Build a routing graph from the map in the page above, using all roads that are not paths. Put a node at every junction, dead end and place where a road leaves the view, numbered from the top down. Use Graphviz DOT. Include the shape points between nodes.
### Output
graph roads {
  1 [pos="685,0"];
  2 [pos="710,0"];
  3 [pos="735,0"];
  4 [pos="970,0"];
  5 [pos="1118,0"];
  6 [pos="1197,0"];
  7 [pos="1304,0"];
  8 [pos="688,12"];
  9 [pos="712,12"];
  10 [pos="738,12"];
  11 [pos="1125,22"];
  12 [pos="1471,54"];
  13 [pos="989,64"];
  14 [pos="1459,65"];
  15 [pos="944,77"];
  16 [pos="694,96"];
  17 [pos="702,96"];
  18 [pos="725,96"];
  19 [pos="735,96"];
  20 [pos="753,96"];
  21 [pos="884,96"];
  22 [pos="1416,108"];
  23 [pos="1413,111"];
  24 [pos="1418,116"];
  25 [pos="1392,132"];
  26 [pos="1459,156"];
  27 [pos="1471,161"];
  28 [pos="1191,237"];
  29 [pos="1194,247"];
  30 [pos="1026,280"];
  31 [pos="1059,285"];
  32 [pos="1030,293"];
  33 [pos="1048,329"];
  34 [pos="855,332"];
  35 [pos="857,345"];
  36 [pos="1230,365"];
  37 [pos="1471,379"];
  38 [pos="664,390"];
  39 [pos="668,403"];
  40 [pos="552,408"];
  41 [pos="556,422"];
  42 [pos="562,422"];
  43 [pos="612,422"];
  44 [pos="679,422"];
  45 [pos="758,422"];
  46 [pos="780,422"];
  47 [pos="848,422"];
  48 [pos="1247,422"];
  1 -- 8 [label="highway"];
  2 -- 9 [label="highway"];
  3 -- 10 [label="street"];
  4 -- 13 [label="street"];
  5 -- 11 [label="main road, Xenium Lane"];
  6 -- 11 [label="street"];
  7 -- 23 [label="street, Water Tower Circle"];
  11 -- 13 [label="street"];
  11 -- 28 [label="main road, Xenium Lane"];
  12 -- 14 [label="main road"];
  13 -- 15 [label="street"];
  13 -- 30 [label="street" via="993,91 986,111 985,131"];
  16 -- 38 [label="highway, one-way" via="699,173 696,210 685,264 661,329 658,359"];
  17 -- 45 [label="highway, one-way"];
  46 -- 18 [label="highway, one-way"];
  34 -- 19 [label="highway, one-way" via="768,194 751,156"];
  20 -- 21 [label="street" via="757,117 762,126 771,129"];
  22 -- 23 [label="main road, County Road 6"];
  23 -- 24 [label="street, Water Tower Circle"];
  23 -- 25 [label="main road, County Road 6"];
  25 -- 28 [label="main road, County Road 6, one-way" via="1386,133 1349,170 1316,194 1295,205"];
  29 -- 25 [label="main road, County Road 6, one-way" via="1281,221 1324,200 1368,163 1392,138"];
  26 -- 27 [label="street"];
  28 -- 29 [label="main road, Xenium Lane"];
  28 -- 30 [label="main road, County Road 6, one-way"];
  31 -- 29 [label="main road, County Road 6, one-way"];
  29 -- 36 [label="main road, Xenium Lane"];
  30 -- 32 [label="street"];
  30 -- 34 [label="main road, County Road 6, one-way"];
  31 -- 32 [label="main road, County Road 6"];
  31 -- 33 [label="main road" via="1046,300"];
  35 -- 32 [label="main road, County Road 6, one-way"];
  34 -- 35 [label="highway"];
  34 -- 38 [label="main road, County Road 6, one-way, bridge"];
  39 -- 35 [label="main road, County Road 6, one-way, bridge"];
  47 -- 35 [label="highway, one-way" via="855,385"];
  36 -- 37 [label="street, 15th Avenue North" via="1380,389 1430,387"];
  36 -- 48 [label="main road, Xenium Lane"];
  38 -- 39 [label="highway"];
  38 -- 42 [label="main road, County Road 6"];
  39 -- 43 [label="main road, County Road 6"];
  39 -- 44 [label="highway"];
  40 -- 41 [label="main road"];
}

------------------------

How to complete this task
Lines holding the string "Circle" are the answer; copy each one from the listing above.

The completed task
  7 -- 23 [label="street, Water Tower Circle"];
  23 -- 24 [label="street, Water Tower Circle"];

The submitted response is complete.